Altre differenze significative tra i due conflitti?
“Trent’anni fa ci arrivavano notizie che certamente ci turbavano, ma non intaccavano la nostra quotidianità. Adesso abbiamo un impatto maggiore come numero di profughi e ci tocca nel portafoglio e nell’economia domestica”.
Com’è cambiato il modo di raccontarlo?
“Oggi sembra si possa vedere tutto. In realtà non ne capiamo di più. Le macchine della propaganda di entrambe le fazioni funzionano a pieno regime. Credo che il buonsenso dovrebbe farci dire che la guerra di per sé è un crimine e che è difficile assistere a conflitti nei quali non vengano commessi crimini contro l’umanità. Il nostro mondo ha chiuso una guerra mondiale con due atomiche su città e non su caserme.”

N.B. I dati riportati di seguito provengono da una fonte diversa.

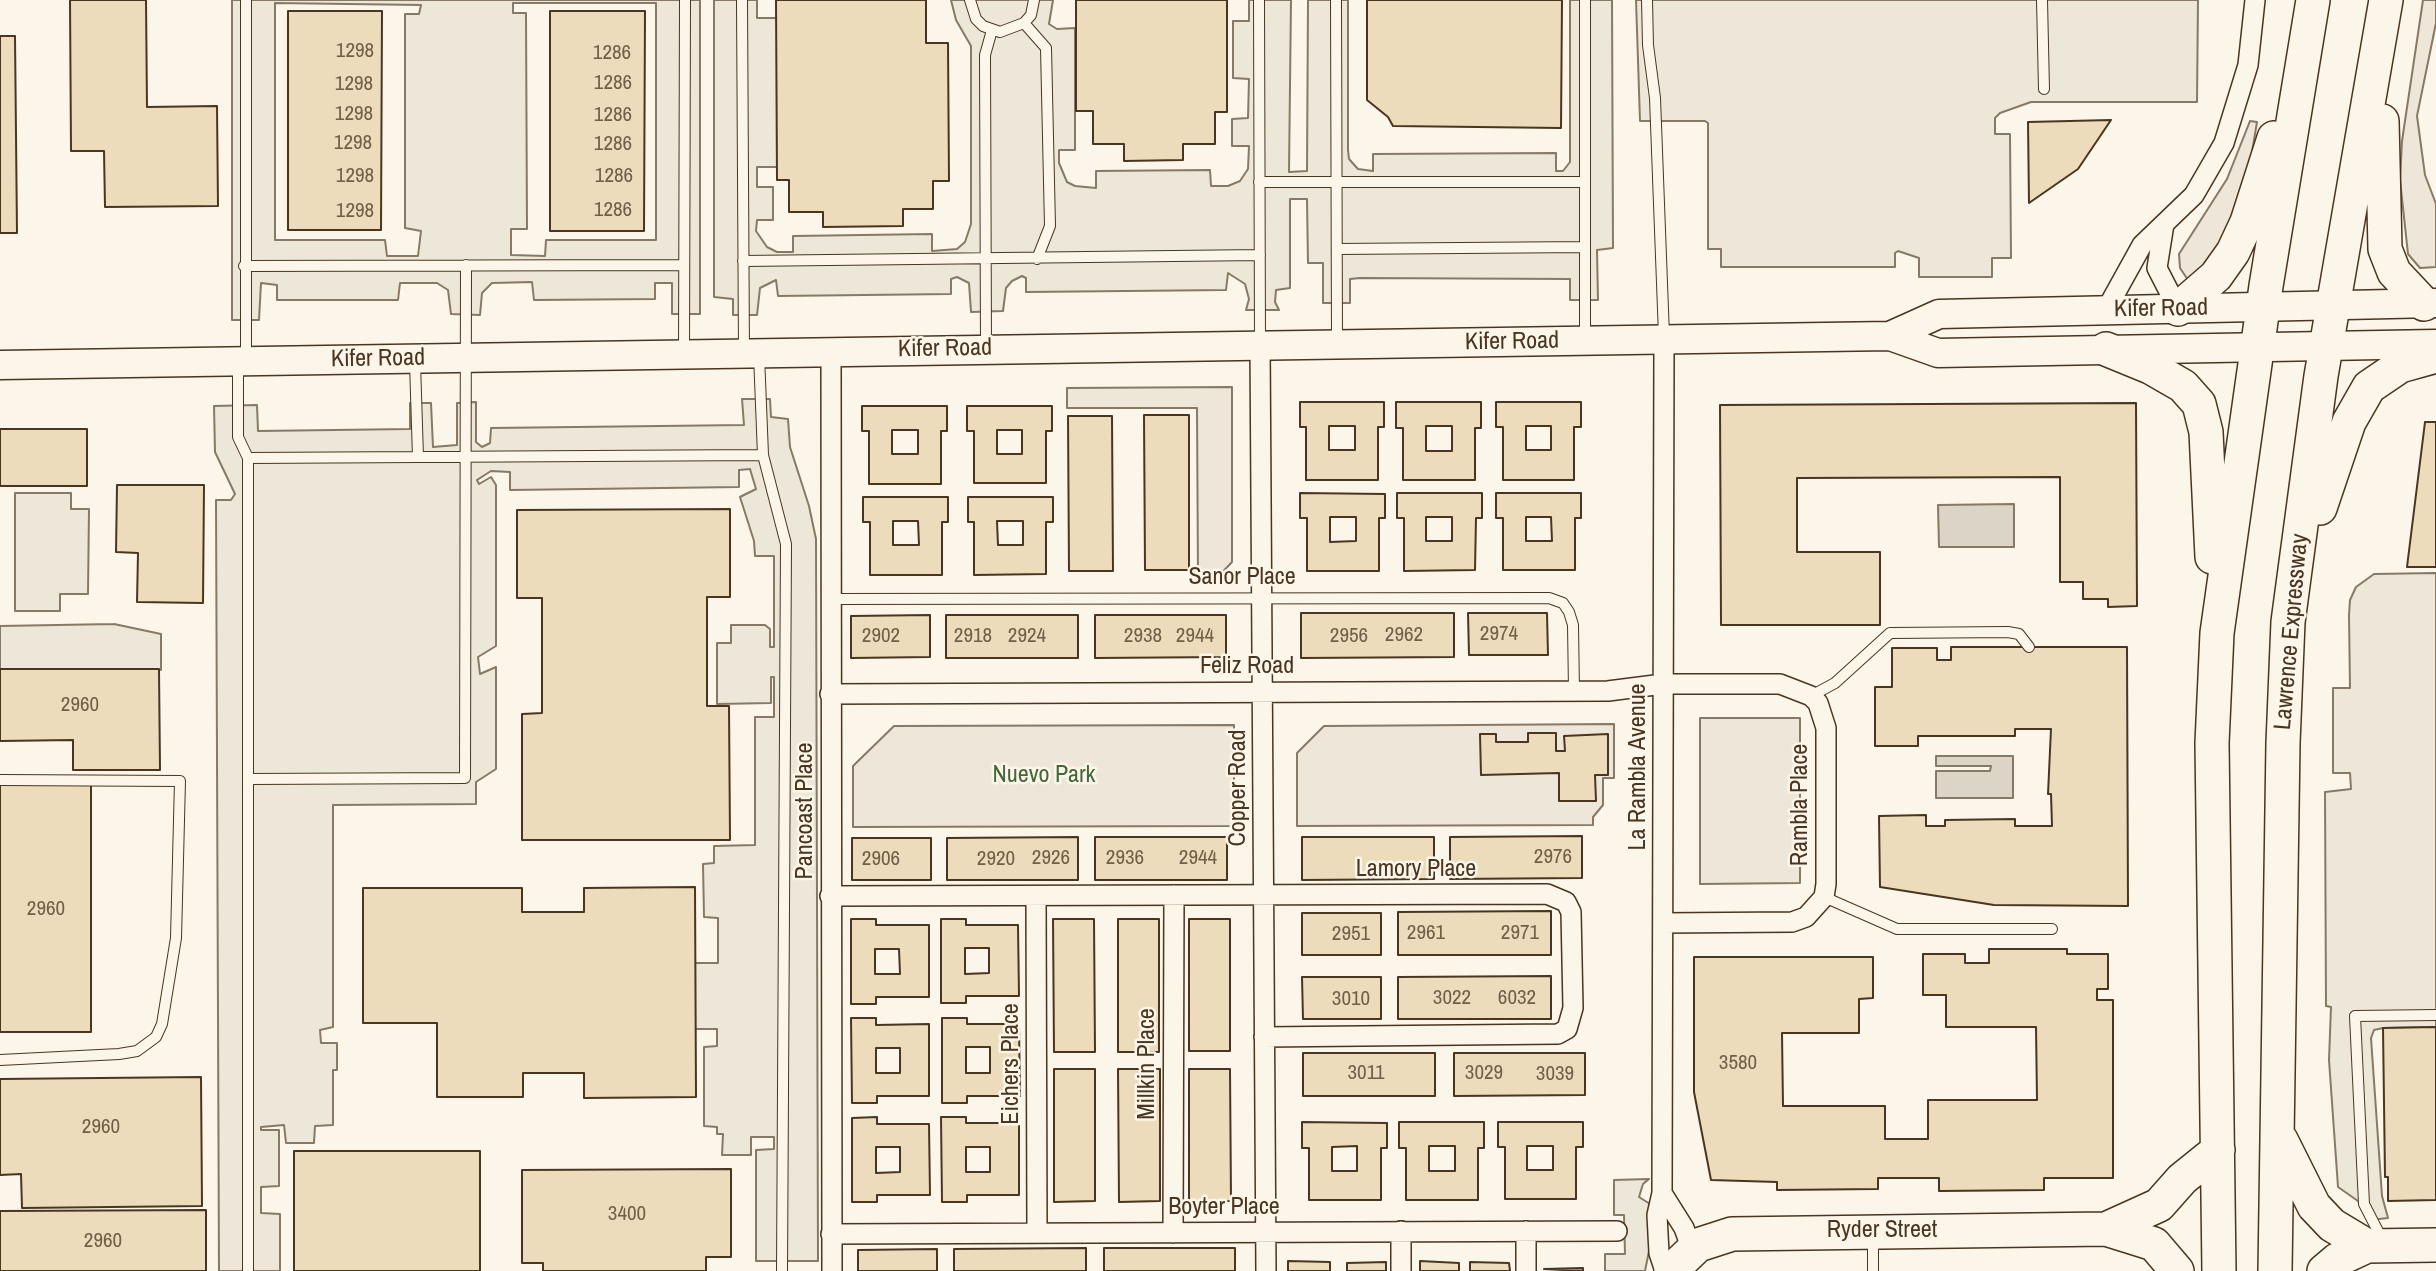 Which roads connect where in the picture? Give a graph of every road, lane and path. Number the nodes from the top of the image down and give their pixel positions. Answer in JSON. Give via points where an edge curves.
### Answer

Come fa il bravo reporter a distinguere il vero e a non farsi influenzare?
“Deve cercare di essere diffidente e usare il condizionale anche rispetto alle cose che ha visto. Non c’è conflitto che non contenga manipolazioni della realtà. Bisogna non farsi araldi di una causa che non sia quella di civili e bambini. E’ chiaro che la Russia sia l’aggressore, ma le corrispondenze devono cercare di raccontare tutta la realtà. Io sono stato protagonista di una polemica per aver chiesto chiarimenti specifici sulle immagini della strage di Bucha, chiarimenti che nessuno è riuscito ancora a darmi, neanche i nostri corrispondenti sul campo. Capisco la partecipazione umana e sono sicuro che i russi commettano crimini così come gli ucraini da quando la guerra è iniziata nel 2014. Ragione di più per essere contro tutte le guerre”.
Quali sono le caratteristiche principali dei reporter che lavorano in luoghi difficili?

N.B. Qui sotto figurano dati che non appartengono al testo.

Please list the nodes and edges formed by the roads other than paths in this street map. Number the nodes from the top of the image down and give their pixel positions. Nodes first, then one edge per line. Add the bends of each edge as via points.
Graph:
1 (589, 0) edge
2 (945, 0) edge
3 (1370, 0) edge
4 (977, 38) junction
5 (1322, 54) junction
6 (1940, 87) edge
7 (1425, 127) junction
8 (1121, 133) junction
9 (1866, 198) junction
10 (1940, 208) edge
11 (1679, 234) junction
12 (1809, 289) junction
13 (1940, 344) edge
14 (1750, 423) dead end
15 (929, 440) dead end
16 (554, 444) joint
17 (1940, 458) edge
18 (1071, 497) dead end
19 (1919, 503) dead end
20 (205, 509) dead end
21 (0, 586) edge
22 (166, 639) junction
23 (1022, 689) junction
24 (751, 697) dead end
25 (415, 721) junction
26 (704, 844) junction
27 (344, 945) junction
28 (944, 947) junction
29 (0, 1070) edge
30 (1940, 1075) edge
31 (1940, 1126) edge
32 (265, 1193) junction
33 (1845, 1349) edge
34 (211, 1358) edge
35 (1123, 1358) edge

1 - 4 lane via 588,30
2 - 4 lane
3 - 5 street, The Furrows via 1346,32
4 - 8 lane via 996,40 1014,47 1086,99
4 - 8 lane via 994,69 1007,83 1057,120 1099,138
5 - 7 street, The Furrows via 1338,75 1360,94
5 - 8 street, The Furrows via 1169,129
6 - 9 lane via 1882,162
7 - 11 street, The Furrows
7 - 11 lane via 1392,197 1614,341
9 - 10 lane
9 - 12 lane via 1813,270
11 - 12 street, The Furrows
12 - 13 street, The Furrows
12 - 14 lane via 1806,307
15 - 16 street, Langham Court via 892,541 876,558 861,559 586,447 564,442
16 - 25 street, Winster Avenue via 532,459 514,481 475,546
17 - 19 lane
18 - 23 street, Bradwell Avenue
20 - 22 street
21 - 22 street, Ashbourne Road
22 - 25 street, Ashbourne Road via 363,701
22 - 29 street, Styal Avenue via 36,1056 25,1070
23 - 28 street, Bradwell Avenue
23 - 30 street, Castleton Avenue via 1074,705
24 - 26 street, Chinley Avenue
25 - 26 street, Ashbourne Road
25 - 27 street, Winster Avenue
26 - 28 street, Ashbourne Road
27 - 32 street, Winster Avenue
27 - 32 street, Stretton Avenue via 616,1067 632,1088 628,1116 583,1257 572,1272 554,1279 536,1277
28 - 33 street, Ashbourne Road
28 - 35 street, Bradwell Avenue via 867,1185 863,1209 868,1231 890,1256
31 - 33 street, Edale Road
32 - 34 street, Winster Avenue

“Innanzitutto un’ottima condizione fisica, se vuoi stare sul campo e non scrivere dall’albergo.Bisogna sapersela cavare con le lingue per poter comunicare senza troppi intermediari. Bisogna studiare la storia, ma non imbottirsi di pregiudizi e avere lo sguardo più innocente possibile, oltre ad una buona dose di umiltà e la capacità di raccontare i destini delle singole persone. I grandi numeri sviliscono le tragedie”
C’è qualche collega giovane che ammiri o segui?

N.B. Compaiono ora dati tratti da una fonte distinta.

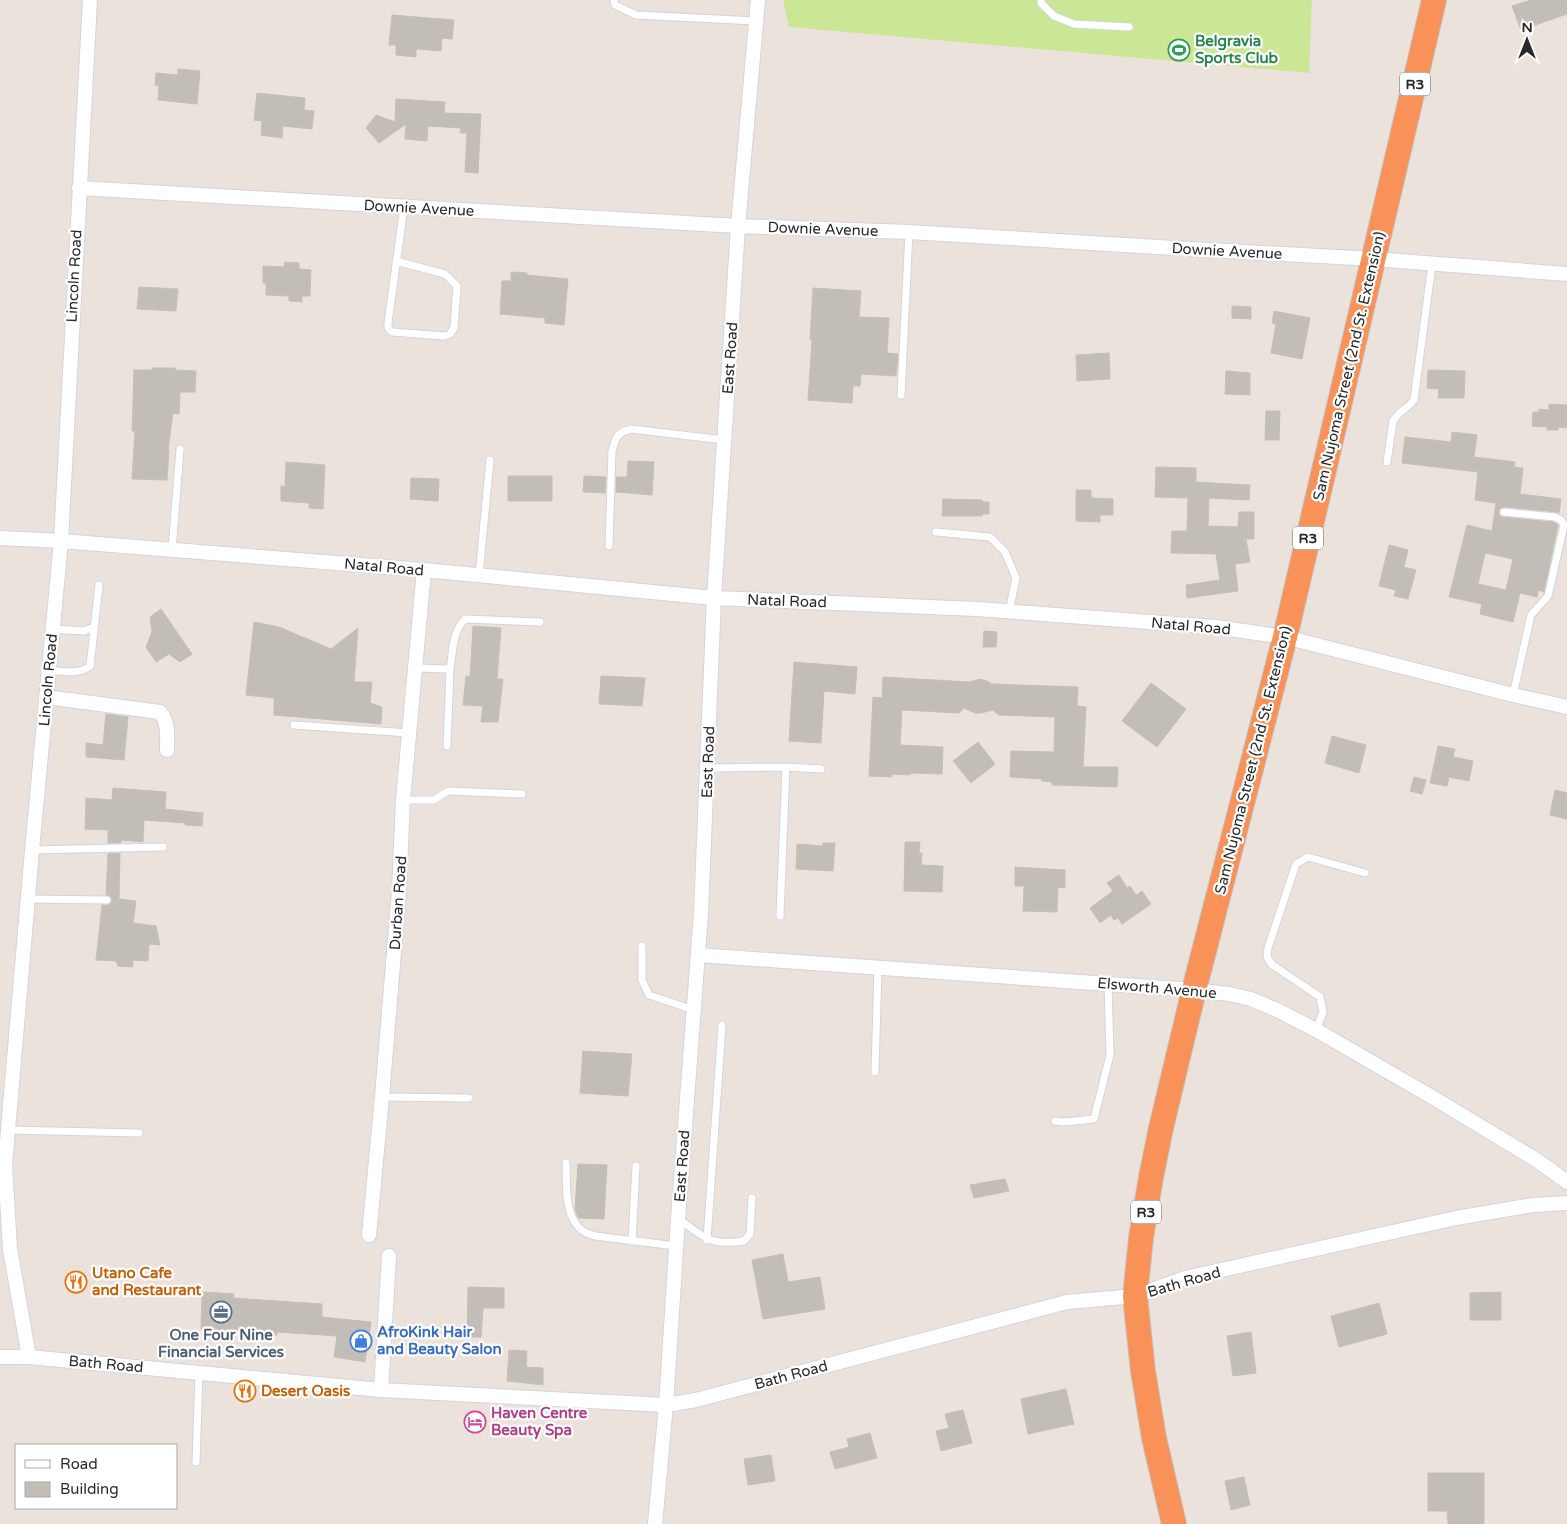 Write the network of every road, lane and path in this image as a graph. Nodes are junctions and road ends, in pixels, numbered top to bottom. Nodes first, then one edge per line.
1 (90, 0) edge
2 (614, 0) edge
3 (758, 0) edge
4 (1042, 0) edge
5 (1434, 0) edge
6 (756, 21) junction
7 (1129, 27) dead end
8 (79, 188) junction
9 (404, 207) junction
10 (738, 226) junction
11 (909, 232) junction
12 (1374, 259) junction
13 (396, 261) junction
14 (1432, 264) junction
15 (1567, 274) edge
16 (901, 394) dead end
17 (724, 440) junction
18 (180, 449) dead end
19 (490, 460) dead end
20 (1387, 462) dead end
21 (1504, 512) dead end
22 (936, 532) dead end
23 (0, 538) edge
24 (61, 541) junction
25 (609, 546) dead end
26 (172, 550) junction
27 (424, 570) junction
28 (479, 575) junction
29 (99, 585) dead end
30 (714, 598) junction
31 (1009, 612) junction
32 (540, 622) dead end
33 (94, 627) junction
34 (52, 629) junction
35 (1284, 637) junction
36 (416, 668) junction
37 (450, 669) junction
38 (48, 670) junction
39 (1512, 695) junction
40 (46, 697) junction
41 (1567, 707) edge
42 (294, 725) dead end
43 (409, 733) junction
44 (447, 746) dead end
45 (167, 750) dead end
46 (786, 767) junction
47 (708, 768) junction
48 (821, 769) dead end
49 (522, 794) dead end
50 (404, 800) junction
51 (163, 847) dead end
52 (32, 850) junction
53 (1365, 873) dead end
54 (27, 899) junction
55 (107, 900) dead end
56 (780, 916) dead end
57 (642, 946) dead end
58 (698, 955) junction
59 (878, 968) junction
60 (1108, 984) junction
61 (1194, 990) junction
62 (694, 1010) junction
63 (722, 1025) dead end
64 (1316, 1030) junction
65 (875, 1072) dead end
66 (6, 1091) edge
67 (382, 1097) junction
68 (469, 1098) dead end
69 (1055, 1121) dead end
70 (8, 1130) junction
71 (139, 1133) dead end
72 (566, 1163) dead end
73 (636, 1166) dead end
74 (1567, 1182) edge
75 (752, 1198) dead end
76 (1567, 1203) edge
77 (678, 1219) junction
78 (369, 1236) dead end
79 (707, 1240) junction
80 (632, 1241) junction
81 (676, 1246) junction
82 (389, 1256) dead end
83 (1136, 1296) junction
84 (0, 1357) edge
85 (29, 1357) junction
86 (199, 1373) junction
87 (381, 1390) junction
88 (666, 1405) junction
89 (196, 1462) dead end
90 (655, 1524) edge
91 (1174, 1524) edge

1 - 8 street, Lincoln Road
2 - 6 lane
3 - 6 street, East Road
4 - 7 lane
5 - 12 highway, Sam Nujoma Street (2nd St. Extension) / R3
6 - 10 street, East Road
8 - 9 street, Downie Avenue
8 - 24 street, Lincoln Road
9 - 10 street, Downie Avenue
9 - 13 lane
10 - 11 street, Downie Avenue
10 - 17 street, East Road
11 - 12 street, Downie Avenue
11 - 16 lane
12 - 14 street, Downie Avenue
12 - 35 highway, Sam Nujoma Street (2nd St. Extension) / R3
13 - 13 lane
14 - 15 street, Downie Avenue
14 - 20 lane
17 - 25 lane
17 - 30 street, East Road
18 - 26 lane
19 - 28 lane
21 - 39 lane
22 - 31 lane
23 - 24 street, Natal Road
24 - 26 street, Natal Road
24 - 34 street, Lincoln Road
26 - 27 street, Natal Road
27 - 28 street, Natal Road
27 - 36 street, Durban Road
28 - 30 street, Natal Road
29 - 33 lane
30 - 31 street, Natal Road
30 - 47 street, East Road
31 - 35 street, Natal Road
32 - 37 lane
33 - 34 lane
33 - 38 lane
34 - 38 street, Lincoln Road
35 - 39 street, Natal Road
35 - 61 highway, Sam Nujoma Street (2nd St. Extension) / R3
36 - 37 lane
36 - 43 street, Durban Road
37 - 44 lane
38 - 40 street, Lincoln Road
39 - 41 street, Natal Road
40 - 45 street
40 - 52 street, Lincoln Road
42 - 43 lane
43 - 50 street, Durban Road
46 - 47 lane
46 - 48 lane
46 - 56 lane
47 - 58 street, East Road
49 - 50 lane
50 - 67 street, Durban Road
51 - 52 lane
52 - 54 street, Lincoln Road
53 - 64 lane
54 - 55 lane
54 - 66 street, Lincoln Road
57 - 62 lane
58 - 59 street, Elsworth Avenue
58 - 62 street, East Road
59 - 60 street, Elsworth Avenue
59 - 65 lane
60 - 61 street, Elsworth Avenue
60 - 69 lane
61 - 64 street, Elsworth Avenue
61 - 83 highway, Sam Nujoma Street (2nd St. Extension) / R3
62 - 77 street, East Road
63 - 79 lane
64 - 74 street, Elsworth Avenue
66 - 70 street, Lincoln Road
67 - 68 lane
67 - 78 street, Durban Road
70 - 71 lane
70 - 85 street, Lincoln Road
72 - 80 lane
73 - 80 lane
75 - 79 lane
76 - 83 street, Bath Road
77 - 79 lane
77 - 81 street, East Road
77 - 88 lane
80 - 81 lane
81 - 88 street, East Road
82 - 87 street
83 - 88 street, Bath Road
83 - 91 highway, Sam Nujoma Street (2nd St. Extension) / R3
84 - 85 street, Bath Road
85 - 86 street, Bath Road
86 - 87 street, Bath Road
86 - 89 lane
87 - 88 street, Bath Road
88 - 90 street, East Road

“Credo che oggi sia difficile il nostro lavoro perché la rete ha moltiplicato le possibilità. Manca però la sicurezza che derivava dall’avere alle spalle una testata. Apparentemente quello dei freelance è un lavoro di maggior libertà. In realtà sei un po’ allo sbaraglio perché devi contare il numero di “Like” e per farlo o farli aumentare devi presentare le notizie in una certa maniera, prendendo anche posizioni polemiche o controverse. In questo senso ho nostalgia dei vecchi inviati”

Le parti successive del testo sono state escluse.